Nach dem Großbrand in der Nacht zum Sonnabend, bei dem ein Tischlereibetrieb in Bottmersdorf komplett niederbrannte und ein Schaden von rund zwei Millionen Euro entstand, bleibt die Frage nach der Zukunft des Familienunternehmens offen. Gestern hatten zunächst die Gutachter des Landeskriminalamtes auf dem Gelände ihre Arbeit aufgenommen. Über einen Wiederaufbau der Werkstatt wird vermutlich erst Ende der Woche entschieden.

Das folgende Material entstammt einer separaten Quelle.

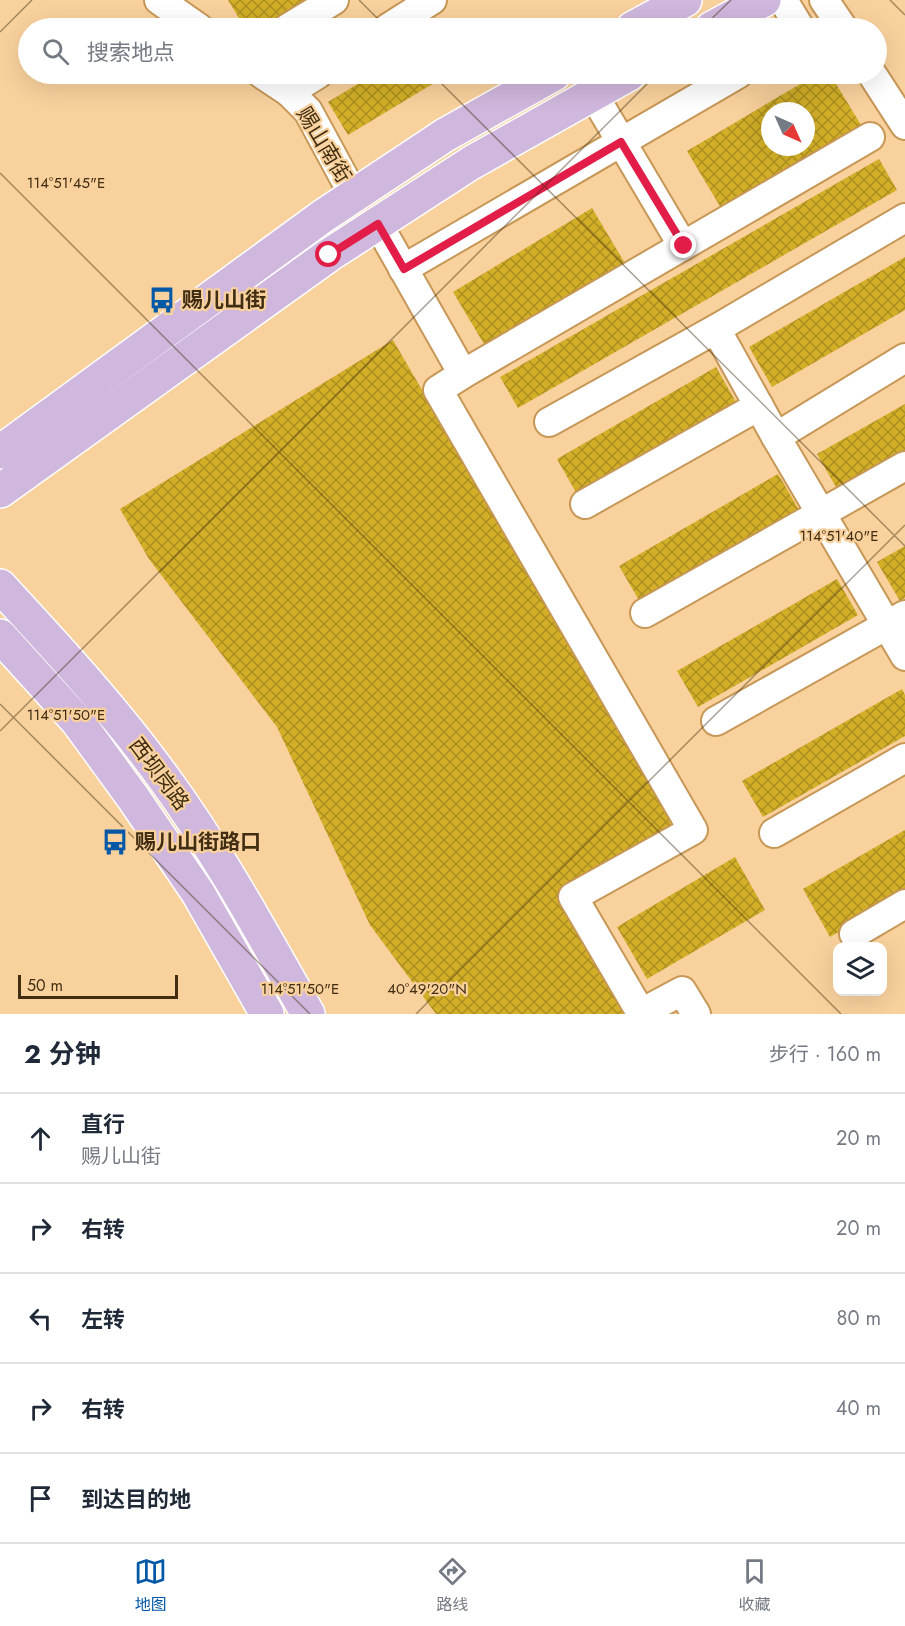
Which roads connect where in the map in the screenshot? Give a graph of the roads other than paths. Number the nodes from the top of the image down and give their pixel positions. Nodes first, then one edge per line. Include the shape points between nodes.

Bottmersdorf. Angelika Tüfer und ihr Mann Manfred stehen noch immer unter dem Eindruck der verherenden Brandbilder. Das Familienunternehmen, die Bau- und Möbeltischlerei MaTü GmbH liegt in Schutt und Asche. Die Flammen haben die gesamte Werkstatt samt Maschinenpark bis auf die Grundmauern zerstört. Die 16 Mitarbeiter stehen vorerst ohne Arbeit da. Wie es weiter geht, ist weiterhin noch ungewiss. " Wir können uns dazu noch nicht äußern. Es ist für uns eine schwierige Zeit. Bitte haben Sie dafür Verständnis ", erklärt Angelika Tüfer gestern auf Volksstimme-Nachfrage. Natürlich wolle man den Betrieb so schnell wie möglich wieder aufbauen, dass hätten alle auch im Hinterkopf. Viele wichtige Fragen für eine solche Entscheidung müssen noch beantwortet werden, sagte Angelika Tüfer. Sie hoffe, möglicherweise Ende der Woche mehr sagen zu können.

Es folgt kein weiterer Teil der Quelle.